Today, the announcement that another murder had taken place, at a haunted attraction, would mean the events would be closed again. Mo wouldn’t be expected at work tonight.
“Are you all right?” he murmured. “Tired?”
She turned to him. “I’ll survive.”
When they reached the Haunted Mausoleum, the police and crime scene experts were still busy. While Mo went to retrieve something of the dead woman’s from her office, Aidan took the time to check in with Gina Mason, who was supervising her crew. She stood with Detective Lee Van Camp out in the graveyard.
“Anything here?” he asked the two of them.
“Anything?” Gina repeated. “This place was full of people last night. The people in costume who were at work—and the hundreds walking through. There are cigarette butts everywhere, even though smoking’s not permitted in the graveyard. Kids will sneak off. There are footprints all over the place, not to mention fibers and hair.”
“What about the body?” Aidan asked. “Any results from that? Any witnesses?” he added.
Van Camp answered him. “We can hope, but we don’t know yet. The M.E. came for the body, and his people will examine it. But as far as witnesses go, this is almost like a magic trick. You know, it’s all about distraction. An event was going on here, and the problem is, everyone was looking at that and screaming. They’re supposed to get scared and scream. The killer could’ve carried that body in front of dozens of people—and they’d all have thought it was part of the show.”
“We’re going to have to speak to every one of the employees. Somebody must’ve seen something,” Aidan insisted.
“I’ve got police messengers heading to every address,” Van Camp said wearily. “We’ll get to all of them.”
“So we believe she was in her office when she was taken—right here, right on the property. We can assume she was knocked out with chloroform first, but there’s not a drop of blood in the mortuary itself. Or have you found something?” Aidan said.
“Nothing that remotely resembles a trail,” Gina Mason told him. “And, I swear, Agent Mahoney, my people are good.”
“I don’t doubt it. But we found the killer’s lair at the old cemetery, which would’ve been too far for him in this time frame. However, it’s where we found his tools for cutting off the heads.”
“A hatchet and knife, available in any hardware store in the nation,” Gina told him.

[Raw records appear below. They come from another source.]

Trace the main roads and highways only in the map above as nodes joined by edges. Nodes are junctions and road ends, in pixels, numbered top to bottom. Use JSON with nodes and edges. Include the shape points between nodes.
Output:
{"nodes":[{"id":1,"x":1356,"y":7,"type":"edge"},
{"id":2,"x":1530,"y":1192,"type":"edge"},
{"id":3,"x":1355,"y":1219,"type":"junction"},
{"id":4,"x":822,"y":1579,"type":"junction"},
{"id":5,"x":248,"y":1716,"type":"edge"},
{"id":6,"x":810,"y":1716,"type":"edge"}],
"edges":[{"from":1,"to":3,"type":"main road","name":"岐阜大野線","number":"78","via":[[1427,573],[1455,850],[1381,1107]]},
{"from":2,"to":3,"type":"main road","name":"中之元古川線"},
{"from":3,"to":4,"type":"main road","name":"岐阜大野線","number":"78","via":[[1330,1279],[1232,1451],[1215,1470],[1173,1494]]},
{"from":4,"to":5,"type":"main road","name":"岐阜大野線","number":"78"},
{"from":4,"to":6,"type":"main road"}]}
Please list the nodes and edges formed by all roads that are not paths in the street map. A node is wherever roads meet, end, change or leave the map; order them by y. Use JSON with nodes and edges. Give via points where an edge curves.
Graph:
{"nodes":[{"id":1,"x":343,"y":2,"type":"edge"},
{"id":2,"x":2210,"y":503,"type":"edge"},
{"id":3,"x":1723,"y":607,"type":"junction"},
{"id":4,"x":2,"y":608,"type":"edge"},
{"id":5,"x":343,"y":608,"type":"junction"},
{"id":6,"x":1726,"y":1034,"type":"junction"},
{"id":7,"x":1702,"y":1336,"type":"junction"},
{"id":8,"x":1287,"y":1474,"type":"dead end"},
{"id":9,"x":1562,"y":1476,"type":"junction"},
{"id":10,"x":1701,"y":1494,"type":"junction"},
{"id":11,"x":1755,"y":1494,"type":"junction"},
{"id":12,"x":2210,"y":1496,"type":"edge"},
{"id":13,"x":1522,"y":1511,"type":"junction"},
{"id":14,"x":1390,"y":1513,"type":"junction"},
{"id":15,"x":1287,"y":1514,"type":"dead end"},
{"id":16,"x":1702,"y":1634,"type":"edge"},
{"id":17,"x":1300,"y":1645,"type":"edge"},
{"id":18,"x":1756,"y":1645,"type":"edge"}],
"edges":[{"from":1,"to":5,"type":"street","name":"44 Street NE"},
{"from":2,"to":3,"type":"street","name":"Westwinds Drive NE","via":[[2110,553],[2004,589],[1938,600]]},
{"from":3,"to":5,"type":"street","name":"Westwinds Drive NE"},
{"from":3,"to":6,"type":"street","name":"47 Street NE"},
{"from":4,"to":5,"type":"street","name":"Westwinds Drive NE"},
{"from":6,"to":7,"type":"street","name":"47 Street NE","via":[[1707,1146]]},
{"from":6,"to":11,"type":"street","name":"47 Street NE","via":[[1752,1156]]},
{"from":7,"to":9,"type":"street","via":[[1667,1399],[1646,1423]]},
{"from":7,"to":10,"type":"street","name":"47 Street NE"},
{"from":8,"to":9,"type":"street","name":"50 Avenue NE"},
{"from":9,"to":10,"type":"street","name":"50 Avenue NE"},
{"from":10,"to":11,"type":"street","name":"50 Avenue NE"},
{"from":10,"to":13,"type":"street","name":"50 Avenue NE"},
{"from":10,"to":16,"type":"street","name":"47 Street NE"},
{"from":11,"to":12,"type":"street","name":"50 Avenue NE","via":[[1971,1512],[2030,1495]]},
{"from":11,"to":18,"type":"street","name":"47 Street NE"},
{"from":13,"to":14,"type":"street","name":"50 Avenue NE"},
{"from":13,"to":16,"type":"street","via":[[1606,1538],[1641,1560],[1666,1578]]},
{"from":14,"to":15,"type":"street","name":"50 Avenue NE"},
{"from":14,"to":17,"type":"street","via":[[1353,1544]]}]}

“Okay, she was knocked out in her office, carried out by the killer masquerading as an actor and then...then beheaded somewhere else, maybe at his previous lair, and brought back here to the graveyard,” Aidan said.
“That’s what we’ve got so far,” Van Camp agreed.
He heard a ruckus from somewhere in the building. Turning, he saw that Rollo seemed to be leading Mo out. One of the techs yelled, “Hey, what the hell? Get that monster away from my crime scene.”
Van Camp moved forward quickly. “Hey, that’s Rollo. Leave him be!”
Mo tugged on the dog’s leash and got control of him, then skirted around the scene, but Rollo was barking furiously.
“Let him go,” Aidan said.
She did.
Rollo raced straight to the mausoleum, the one Mo had walked around all evening as the Woman in White.
She shook her head. “I don’t know what he’s after. That mausoleum hasn’t been touched, other than by an outside cleaning or painting crew, in well over a hundred years.”
Aidan walked to the front of the mausoleum. As Mo had implied, it was tightly closed. The iron gate was locked, and beyond that was a seal. He pushed and shoved and prodded at the seal, it appeared to be, as she’d said, untouched for a very long time.
Aidan stepped back and spoke to Van Camp. “The dog wants us to go in.”
“I’ll get the sledgehammers and crowbars,” Van Camp said.
Aidan stood next to Mo. He wanted to put an arm around her shoulders, but right here and now that would be entirely inappropriate.
“Did Rollo find the head?” he asked her. “Is that what he’s signaling?”
“I don’t think that’s where the head is,” she replied. “How could anyone possibly even get in there? How do you hack up a body without being heard?”